Four years ago, the Lakeview Foundation hosted a house party and wine tasting to raise money for a program that provides help for people who can't afford to pay for their prescriptions.

The Winemaker's Forum became so popular that it is now held on the rooftop of the Stillwater Public Library.

"We created this thing at a physician's home, but we think 150 people is an imposition," said Paul Erickson, executive director of the Lakeview Foundation, which supports the Lakeview Health system of hospitals and clinics in Stillwater, Oak Park Heights and the Wisconsin towns of Somerset and New Richmond.

A jazz combo from Stillwater Area High School will serenade guests as they sip six varieties of wine from the featured vintner, Durigutti Winemakers, and sample treats prepared by chefs from the Lake Elmo Inn.

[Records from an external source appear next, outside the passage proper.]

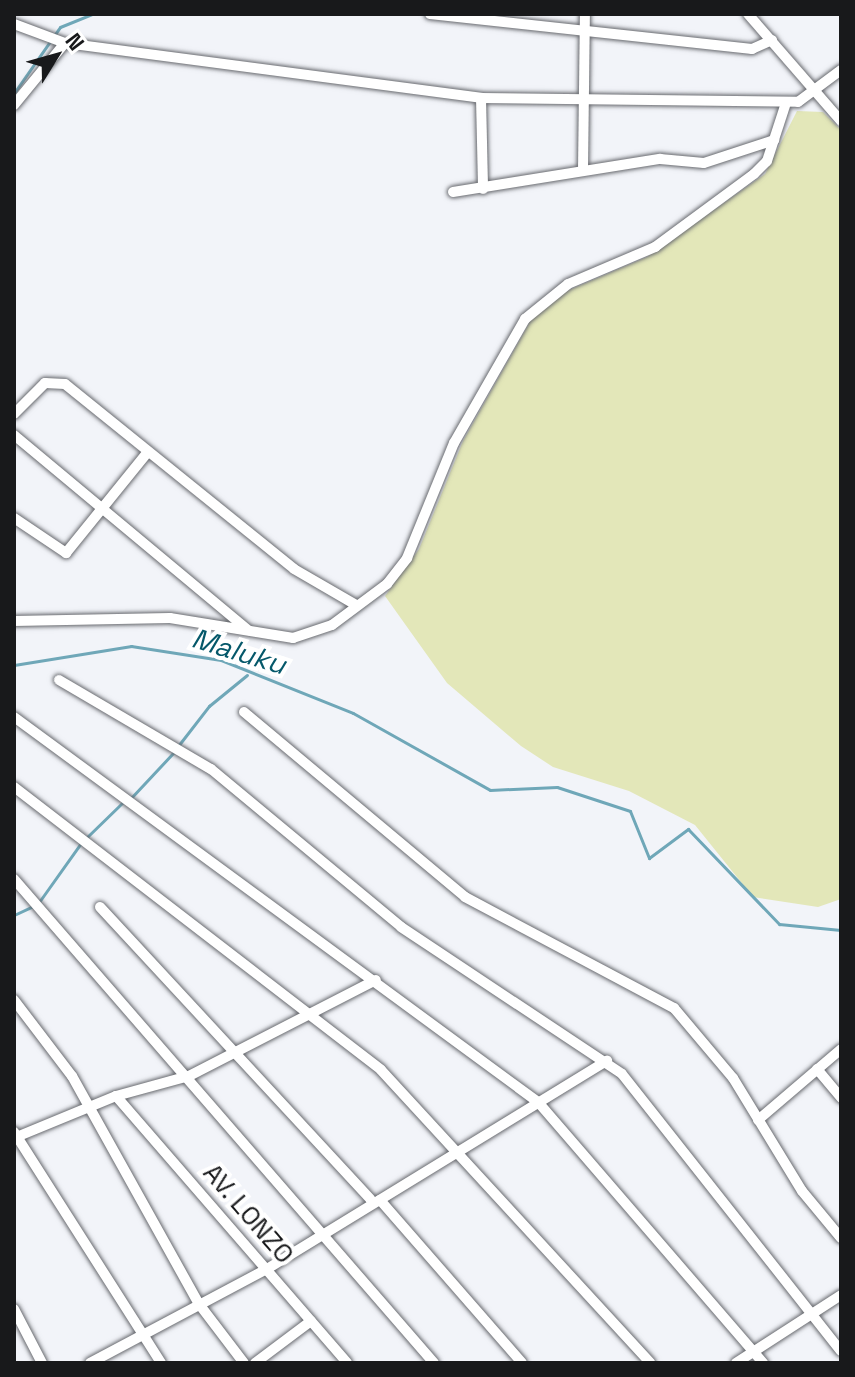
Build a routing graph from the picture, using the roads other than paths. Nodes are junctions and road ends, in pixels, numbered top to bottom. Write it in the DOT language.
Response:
graph roads {
  1 [pos="430,14"];
  2 [pos="748,14"];
  3 [pos="585,20"];
  4 [pos="14,24"];
  5 [pos="772,40"];
  6 [pos="65,43"];
  7 [pos="839,76"];
  8 [pos="819,92"];
  9 [pos="582,96"];
  10 [pos="481,98"];
  11 [pos="786,103"];
  12 [pos="14,105"];
  13 [pos="841,121"];
  14 [pos="774,140"];
  15 [pos="583,170"];
  16 [pos="483,189"];
  17 [pos="453,192"];
  18 [pos="14,414"];
  19 [pos="14,435"];
  20 [pos="147,453"];
  21 [pos="107,507"];
  22 [pos="14,518"];
  23 [pos="356,605"];
  24 [pos="14,621"];
  25 [pos="248,630"];
  26 [pos="59,680"];
  27 [pos="244,712"];
  28 [pos="14,717"];
  29 [pos="14,787"];
  30 [pos="14,879"];
  31 [pos="100,907"];
  32 [pos="376,980"];
  33 [pos="14,1000"];
  34 [pos="310,1018"];
  35 [pos="841,1049"];
  36 [pos="234,1052"];
  37 [pos="607,1061"];
  38 [pos="817,1069"];
  39 [pos="178,1077"];
  40 [pos="116,1096"];
  41 [pos="841,1098"];
  42 [pos="538,1102"];
  43 [pos="89,1107"];
  44 [pos="758,1120"];
  45 [pos="15,1135"];
  46 [pos="455,1155"];
  47 [pos="375,1200"];
  48 [pos="322,1233"];
  49 [pos="841,1238"];
  50 [pos="267,1269"];
  51 [pos="841,1295"];
  52 [pos="199,1304"];
  53 [pos="14,1309"];
  54 [pos="814,1313"];
  55 [pos="311,1321"];
  56 [pos="140,1337"];
  57 [pos="841,1351"];
  58 [pos="753,1352"];
  59 [pos="42,1363"];
  60 [pos="90,1363"];
  61 [pos="161,1363"];
  62 [pos="244,1363"];
  63 [pos="255,1363"];
  64 [pos="347,1363"];
  65 [pos="434,1363"];
  66 [pos="522,1363"];
  67 [pos="650,1363"];
  68 [pos="736,1363"];
  69 [pos="763,1363"];
  1 -- 3 [label="street"];
  2 -- 5 [label="street"];
  3 -- 5 [label="street"];
  3 -- 9 [label="street"];
  4 -- 6 [label="street"];
  5 -- 8 [label="street"];
  6 -- 10 [label="street"];
  6 -- 12 [label="street"];
  7 -- 8 [label="street"];
  8 -- 11 [label="street"];
  8 -- 13 [label="street"];
  9 -- 10 [label="street"];
  9 -- 11 [label="street"];
  9 -- 15 [label="street"];
  10 -- 16 [label="street"];
  11 -- 14 [label="street"];
  14 -- 15 [label="street"];
  14 -- 23 [label="street"];
  15 -- 16 [label="street"];
  16 -- 17 [label="street"];
  18 -- 20 [label="street"];
  19 -- 21 [label="street"];
  20 -- 21 [label="street"];
  20 -- 23 [label="street"];
  21 -- 22 [label="street"];
  21 -- 25 [label="street"];
  23 -- 25 [label="street"];
  24 -- 25 [label="street"];
  26 -- 37 [label="street"];
  27 -- 44 [label="street"];
  28 -- 32 [label="street"];
  29 -- 34 [label="street"];
  30 -- 39 [label="street"];
  31 -- 36 [label="street"];
  32 -- 34 [label="street"];
  32 -- 42 [label="street"];
  33 -- 43 [label="street"];
  34 -- 36 [label="street"];
  34 -- 46 [label="street"];
  35 -- 38 [label="street"];
  36 -- 39 [label="street"];
  36 -- 47 [label="street"];
  37 -- 42 [label="street"];
  37 -- 54 [label="street"];
  38 -- 41 [label="street"];
  38 -- 44 [label="street"];
  39 -- 40 [label="street"];
  39 -- 48 [label="street"];
  40 -- 43 [label="street"];
  40 -- 50 [label="street, AV. LONZO"];
  42 -- 46 [label="street"];
  42 -- 58 [label="street"];
  43 -- 45 [label="street"];
  43 -- 52 [label="street"];
  44 -- 49 [label="street"];
  45 -- 56 [label="street"];
  46 -- 47 [label="street"];
  46 -- 67 [label="street"];
  47 -- 48 [label="street"];
  47 -- 66 [label="street"];
  48 -- 50 [label="street"];
  48 -- 65 [label="street"];
  50 -- 52 [label="street"];
  50 -- 55 [label="street, AV. LONZO"];
  51 -- 54 [label="street"];
  52 -- 56 [label="street"];
  52 -- 62 [label="street"];
  53 -- 59 [label="street"];
  54 -- 57 [label="street"];
  54 -- 58 [label="street"];
  55 -- 63 [label="street"];
  55 -- 64 [label="street, AV. LONZO"];
  56 -- 60 [label="street"];
  56 -- 61 [label="street"];
  58 -- 68 [label="street"];
  58 -- 69 [label="street"];
}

The appearance by one of Argentina's most respected malbec makers continues an impressive run that has brought in the likes of Adelaide Winemakers of southern Australia, the Anne Amee Vineyards of Oregon and the Distefano Winery of Washington's Columbia Valley.

Before the corks are popped, physicians will give a brief talk about the Prescription Assistance Program and how proceeds from the $150 ticket price will be used, Erickson said.

The goal Thursday night is to raise nearly $60,000 for the program, which is now in its 10th year. Lakeview spends $50,000 a year on the program that helps more than 300 people annually get free or low-cost prescriptions and medications from pharmaceutical companies or services. Most of the money is used to cover staff time, but some goes to help patients cover co-pays, Erickson said.

Participants must meet strict guidelines to qualify for the Prescription Assistance Program. They must be treated by a physician within the Stillwater Medical Group, meet federal poverty guidelines, and not have insurance or have insurance that does not include prescription drug coverage. Patients might also have to provide other financial documents to prove eligibility.

The program has been well received, Erickson said.

"To fill out the paperwork for financial need is overwhelming, but people are grateful for it," Erickson said. He said one person sent the foundation a note that read, "God Bless you, angels."

The idea for a wine tasting and forum came from a board member who had a passion for wine. The foundation patterned its event after a similar gala put on by Second Harvest Heartland.

Attendees will not be able to buy wine to take home on site because "we don't have that kind of a license," Erickson said. But a local vendor will be able to take orders and have wines shipped within a few weeks, Erickson said.